Why did he decide to suspend Congress and the judiciary in his “self-coup” and assume dictatorial powers? How could he claim to save democracy by overturning it? And what was the country to make of Fujimori’s wife accusing her in-laws of graft?
Ultimately, the release of an unprecedented series of tapes showing Montesinos coolly bribing lawmakers with stacks of cash on behalf of Fujimori unravels his regime and sends Fujimori into a bizarre chase of Montesinos and then into exile.

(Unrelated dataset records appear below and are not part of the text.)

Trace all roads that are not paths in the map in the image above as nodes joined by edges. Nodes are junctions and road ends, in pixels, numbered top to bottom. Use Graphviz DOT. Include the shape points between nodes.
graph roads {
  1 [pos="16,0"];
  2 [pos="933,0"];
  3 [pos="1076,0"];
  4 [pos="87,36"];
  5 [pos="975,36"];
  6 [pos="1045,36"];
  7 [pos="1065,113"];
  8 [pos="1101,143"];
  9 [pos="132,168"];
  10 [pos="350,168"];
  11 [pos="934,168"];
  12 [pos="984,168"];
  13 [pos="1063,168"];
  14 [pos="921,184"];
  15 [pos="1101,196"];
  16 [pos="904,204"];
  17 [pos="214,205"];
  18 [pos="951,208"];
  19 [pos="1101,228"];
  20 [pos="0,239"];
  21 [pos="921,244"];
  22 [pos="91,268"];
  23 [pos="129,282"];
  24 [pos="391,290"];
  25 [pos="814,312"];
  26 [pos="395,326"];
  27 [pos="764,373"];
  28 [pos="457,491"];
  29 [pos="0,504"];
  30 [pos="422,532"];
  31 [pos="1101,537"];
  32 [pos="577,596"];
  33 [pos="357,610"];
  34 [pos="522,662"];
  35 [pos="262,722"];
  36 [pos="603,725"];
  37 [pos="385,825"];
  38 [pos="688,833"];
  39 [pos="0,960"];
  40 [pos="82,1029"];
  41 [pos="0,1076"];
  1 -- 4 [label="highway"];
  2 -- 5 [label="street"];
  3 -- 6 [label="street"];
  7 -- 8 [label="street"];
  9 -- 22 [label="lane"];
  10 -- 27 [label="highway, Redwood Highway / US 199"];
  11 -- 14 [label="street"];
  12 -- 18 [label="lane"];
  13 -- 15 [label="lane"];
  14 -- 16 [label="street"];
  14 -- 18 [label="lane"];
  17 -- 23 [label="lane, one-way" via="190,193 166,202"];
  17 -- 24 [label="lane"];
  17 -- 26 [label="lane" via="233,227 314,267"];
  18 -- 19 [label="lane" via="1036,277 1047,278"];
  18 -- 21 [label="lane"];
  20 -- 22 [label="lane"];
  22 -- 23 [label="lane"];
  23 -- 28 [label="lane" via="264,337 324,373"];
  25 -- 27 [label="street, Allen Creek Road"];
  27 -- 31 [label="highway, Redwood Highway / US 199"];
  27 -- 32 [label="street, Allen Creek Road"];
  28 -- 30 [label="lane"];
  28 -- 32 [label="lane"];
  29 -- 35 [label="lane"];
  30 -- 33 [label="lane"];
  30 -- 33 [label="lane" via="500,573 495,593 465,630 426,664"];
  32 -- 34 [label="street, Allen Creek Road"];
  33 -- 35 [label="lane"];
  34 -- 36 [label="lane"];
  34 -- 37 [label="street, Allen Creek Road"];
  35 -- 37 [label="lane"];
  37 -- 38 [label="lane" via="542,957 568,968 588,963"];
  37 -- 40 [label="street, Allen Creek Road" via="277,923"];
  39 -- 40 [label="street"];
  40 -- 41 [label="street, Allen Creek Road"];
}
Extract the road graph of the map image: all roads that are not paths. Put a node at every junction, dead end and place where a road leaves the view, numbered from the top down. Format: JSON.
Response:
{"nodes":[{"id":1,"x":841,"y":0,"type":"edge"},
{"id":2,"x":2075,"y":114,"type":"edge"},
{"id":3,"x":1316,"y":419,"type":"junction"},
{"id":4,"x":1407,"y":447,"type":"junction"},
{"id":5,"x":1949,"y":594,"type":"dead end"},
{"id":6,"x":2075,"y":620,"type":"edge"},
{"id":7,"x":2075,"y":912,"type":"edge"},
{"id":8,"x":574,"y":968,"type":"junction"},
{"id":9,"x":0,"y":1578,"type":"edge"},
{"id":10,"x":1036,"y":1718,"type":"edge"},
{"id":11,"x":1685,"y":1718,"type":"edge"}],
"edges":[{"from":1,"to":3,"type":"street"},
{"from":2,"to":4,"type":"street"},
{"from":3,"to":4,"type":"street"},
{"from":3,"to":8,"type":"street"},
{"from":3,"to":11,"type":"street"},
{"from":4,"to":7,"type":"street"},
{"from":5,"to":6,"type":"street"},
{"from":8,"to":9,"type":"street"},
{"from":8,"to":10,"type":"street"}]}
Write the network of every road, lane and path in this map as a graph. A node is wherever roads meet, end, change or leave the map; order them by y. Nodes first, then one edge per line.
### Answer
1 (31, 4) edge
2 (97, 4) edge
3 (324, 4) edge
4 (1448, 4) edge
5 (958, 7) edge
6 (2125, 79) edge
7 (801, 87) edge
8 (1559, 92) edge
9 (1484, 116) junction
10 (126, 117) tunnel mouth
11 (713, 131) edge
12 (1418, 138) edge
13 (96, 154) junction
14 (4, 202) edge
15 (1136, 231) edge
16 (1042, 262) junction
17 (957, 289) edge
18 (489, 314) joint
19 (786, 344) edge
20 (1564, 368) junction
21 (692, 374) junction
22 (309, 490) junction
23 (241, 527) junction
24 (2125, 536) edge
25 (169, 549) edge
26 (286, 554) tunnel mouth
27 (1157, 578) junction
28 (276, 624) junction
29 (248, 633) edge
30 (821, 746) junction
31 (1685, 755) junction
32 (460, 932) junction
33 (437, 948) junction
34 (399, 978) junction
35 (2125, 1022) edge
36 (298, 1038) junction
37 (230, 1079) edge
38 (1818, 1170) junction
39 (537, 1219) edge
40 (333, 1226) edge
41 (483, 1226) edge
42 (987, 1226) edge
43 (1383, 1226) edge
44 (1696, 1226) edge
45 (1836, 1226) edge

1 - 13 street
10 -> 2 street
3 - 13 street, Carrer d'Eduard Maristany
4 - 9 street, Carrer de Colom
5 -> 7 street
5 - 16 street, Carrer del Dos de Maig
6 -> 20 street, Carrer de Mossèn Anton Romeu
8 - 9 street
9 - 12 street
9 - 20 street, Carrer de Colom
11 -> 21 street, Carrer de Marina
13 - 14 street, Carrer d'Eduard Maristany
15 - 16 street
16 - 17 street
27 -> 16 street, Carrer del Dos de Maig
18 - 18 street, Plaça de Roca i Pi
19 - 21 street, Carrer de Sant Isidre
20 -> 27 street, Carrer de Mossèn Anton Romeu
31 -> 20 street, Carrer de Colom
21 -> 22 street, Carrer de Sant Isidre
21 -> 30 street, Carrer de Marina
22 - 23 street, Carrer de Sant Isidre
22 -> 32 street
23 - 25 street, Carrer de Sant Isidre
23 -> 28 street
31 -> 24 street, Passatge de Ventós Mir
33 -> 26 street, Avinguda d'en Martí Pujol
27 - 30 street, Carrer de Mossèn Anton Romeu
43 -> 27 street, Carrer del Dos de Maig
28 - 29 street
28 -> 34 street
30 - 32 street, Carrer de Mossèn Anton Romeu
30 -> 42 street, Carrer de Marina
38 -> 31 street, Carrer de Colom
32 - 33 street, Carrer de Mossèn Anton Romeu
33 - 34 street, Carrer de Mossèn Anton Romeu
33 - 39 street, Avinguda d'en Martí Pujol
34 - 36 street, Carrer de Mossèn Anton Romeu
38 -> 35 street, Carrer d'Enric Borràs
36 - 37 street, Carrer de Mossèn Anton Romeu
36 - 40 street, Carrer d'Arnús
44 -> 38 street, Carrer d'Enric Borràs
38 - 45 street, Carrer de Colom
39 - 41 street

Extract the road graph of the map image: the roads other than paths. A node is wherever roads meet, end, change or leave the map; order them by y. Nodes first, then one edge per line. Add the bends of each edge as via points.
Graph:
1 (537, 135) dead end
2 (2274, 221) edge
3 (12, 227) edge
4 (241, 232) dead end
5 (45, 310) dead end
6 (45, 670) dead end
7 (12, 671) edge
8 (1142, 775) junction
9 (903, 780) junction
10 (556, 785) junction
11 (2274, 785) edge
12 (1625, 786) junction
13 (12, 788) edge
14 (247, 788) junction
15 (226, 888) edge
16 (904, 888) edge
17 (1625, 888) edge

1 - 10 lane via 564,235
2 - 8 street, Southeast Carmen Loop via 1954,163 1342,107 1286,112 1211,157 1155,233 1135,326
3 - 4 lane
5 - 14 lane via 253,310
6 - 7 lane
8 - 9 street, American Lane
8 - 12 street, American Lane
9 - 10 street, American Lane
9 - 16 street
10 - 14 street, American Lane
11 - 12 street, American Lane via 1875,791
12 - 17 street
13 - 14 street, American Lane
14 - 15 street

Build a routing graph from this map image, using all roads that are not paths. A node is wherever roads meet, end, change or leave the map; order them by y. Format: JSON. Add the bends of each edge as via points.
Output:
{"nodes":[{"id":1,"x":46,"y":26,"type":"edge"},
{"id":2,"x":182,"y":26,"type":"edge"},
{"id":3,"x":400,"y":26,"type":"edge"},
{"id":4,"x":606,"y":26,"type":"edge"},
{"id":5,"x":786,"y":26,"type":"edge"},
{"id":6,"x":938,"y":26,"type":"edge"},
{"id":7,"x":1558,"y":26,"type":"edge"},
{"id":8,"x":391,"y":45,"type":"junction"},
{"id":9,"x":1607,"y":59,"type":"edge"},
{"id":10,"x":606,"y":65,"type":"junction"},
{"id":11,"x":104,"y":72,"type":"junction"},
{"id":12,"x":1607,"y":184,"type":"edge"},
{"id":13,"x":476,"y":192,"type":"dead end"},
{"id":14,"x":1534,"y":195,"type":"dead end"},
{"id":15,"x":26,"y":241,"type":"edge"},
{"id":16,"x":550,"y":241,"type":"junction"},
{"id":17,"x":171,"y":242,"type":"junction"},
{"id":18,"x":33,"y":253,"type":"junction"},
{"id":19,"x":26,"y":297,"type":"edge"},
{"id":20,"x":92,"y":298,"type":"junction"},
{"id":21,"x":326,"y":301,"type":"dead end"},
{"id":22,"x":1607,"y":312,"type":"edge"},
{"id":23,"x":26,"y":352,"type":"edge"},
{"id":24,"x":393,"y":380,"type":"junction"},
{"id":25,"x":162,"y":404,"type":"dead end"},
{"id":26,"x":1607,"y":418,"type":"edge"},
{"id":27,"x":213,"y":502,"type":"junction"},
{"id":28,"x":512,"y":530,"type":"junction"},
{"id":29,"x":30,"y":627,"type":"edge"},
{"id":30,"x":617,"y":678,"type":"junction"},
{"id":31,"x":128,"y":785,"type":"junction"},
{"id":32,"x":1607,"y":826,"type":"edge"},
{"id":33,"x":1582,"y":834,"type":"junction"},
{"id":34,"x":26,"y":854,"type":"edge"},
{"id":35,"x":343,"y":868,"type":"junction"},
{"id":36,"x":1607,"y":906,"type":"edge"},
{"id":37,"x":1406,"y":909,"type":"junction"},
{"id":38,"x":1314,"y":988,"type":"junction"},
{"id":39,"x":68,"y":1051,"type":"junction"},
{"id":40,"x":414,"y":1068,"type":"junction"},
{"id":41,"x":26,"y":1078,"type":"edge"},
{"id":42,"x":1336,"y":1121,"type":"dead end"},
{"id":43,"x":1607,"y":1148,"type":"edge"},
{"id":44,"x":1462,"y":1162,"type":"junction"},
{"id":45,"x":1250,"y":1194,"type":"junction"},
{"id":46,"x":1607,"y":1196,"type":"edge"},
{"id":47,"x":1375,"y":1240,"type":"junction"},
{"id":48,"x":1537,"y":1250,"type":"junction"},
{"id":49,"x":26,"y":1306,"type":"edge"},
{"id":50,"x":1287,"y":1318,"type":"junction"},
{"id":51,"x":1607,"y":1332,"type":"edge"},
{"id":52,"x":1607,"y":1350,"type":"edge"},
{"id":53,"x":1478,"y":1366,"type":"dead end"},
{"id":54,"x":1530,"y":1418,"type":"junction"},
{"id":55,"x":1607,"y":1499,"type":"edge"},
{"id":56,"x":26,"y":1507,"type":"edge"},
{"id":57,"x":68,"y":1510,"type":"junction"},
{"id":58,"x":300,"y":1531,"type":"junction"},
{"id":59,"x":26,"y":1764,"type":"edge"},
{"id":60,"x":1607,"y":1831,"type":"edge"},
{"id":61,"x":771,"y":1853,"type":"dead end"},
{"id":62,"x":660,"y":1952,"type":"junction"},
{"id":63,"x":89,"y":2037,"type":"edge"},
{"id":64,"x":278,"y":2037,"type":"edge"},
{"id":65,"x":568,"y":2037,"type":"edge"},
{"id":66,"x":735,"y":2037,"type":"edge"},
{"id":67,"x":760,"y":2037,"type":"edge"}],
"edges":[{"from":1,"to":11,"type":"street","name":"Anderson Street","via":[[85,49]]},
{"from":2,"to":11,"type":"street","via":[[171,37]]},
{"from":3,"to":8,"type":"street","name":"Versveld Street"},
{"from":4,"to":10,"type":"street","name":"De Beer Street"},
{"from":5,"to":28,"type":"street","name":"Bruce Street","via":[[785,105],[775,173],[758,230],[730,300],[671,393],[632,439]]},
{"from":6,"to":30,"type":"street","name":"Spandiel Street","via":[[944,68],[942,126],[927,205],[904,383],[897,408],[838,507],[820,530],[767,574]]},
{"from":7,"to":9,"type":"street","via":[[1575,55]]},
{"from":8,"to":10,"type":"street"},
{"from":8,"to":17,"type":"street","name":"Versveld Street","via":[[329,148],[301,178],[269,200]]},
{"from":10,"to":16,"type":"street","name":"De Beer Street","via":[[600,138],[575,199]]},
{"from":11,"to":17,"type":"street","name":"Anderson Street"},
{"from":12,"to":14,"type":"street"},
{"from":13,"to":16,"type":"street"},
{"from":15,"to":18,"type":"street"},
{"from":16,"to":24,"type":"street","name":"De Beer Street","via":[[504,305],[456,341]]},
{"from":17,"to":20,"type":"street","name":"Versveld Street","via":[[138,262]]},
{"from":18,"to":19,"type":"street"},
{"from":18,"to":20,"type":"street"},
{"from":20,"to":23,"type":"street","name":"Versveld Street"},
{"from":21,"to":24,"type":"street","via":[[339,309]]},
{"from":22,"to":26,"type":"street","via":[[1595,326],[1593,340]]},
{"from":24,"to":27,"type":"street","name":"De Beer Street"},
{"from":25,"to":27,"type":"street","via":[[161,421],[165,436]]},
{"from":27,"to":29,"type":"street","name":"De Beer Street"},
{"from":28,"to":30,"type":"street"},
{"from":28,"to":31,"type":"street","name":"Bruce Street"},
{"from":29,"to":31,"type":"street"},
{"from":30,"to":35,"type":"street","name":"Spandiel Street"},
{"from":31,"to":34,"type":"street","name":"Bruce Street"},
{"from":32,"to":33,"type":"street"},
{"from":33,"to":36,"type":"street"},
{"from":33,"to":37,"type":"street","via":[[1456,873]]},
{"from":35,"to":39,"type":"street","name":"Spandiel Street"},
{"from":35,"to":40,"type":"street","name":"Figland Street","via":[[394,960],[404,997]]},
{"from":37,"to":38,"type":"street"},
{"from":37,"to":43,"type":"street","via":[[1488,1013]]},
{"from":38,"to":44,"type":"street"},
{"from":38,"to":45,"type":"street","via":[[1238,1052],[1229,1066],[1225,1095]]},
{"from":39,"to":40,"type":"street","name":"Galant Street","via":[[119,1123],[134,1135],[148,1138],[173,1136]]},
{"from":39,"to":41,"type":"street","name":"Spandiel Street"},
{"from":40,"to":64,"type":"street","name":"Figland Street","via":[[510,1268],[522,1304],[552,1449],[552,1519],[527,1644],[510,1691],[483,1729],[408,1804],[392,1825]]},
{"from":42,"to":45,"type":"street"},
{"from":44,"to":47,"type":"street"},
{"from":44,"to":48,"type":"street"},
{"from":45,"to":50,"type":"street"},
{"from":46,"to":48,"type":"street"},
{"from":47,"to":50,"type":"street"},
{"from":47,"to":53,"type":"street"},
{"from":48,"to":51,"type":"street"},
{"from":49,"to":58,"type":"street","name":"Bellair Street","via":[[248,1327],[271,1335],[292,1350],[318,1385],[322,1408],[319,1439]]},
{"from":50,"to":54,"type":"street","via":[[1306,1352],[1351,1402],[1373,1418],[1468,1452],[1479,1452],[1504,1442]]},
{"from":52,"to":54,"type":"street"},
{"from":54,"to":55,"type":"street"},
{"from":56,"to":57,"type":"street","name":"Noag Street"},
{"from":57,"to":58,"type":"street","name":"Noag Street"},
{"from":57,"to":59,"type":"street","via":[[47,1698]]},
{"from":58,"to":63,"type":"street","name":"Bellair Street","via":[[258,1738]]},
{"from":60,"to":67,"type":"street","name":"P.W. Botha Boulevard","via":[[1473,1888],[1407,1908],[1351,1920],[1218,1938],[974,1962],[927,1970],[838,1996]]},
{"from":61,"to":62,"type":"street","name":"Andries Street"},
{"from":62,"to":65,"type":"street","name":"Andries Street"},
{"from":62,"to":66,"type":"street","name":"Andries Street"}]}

Montesinos, a convicted spy for the CIA and former lawyer for drug lords, was universally regarded as Fujimori’s right-hand man, the shadow behind the throne, ever since he had made the tax troubles facing Fujimori in his first election go away.
The Fall of Fujimori is an unprecedented portrait of a Latin-American dictator and his 10-year reign in a country beset with poverty, class division, spiraling violence and corrupt leaders. “Making The Fall of Fujimori, I often didn’t know if I was making a film, or in one,” says director Ellen Perry. “In Lima, CIA operatives and the Peruvian secret police followed me. While interviewing an arms trafficker in San Jorge prison, I was knocked off my feet by a 7.2 earthquake. But the risks were worth it. Fujimori’s story has all the dimensions of a tragedy, both personal and collective, and has a lot to say about politics in an age of mounting terrorism.”
The Fall of Fujimori was supported by a grant from the Sundance Institute Documentary Fund with additional funding by the Mathias Lloyd Spiegel Foundation and Robert Schmitt.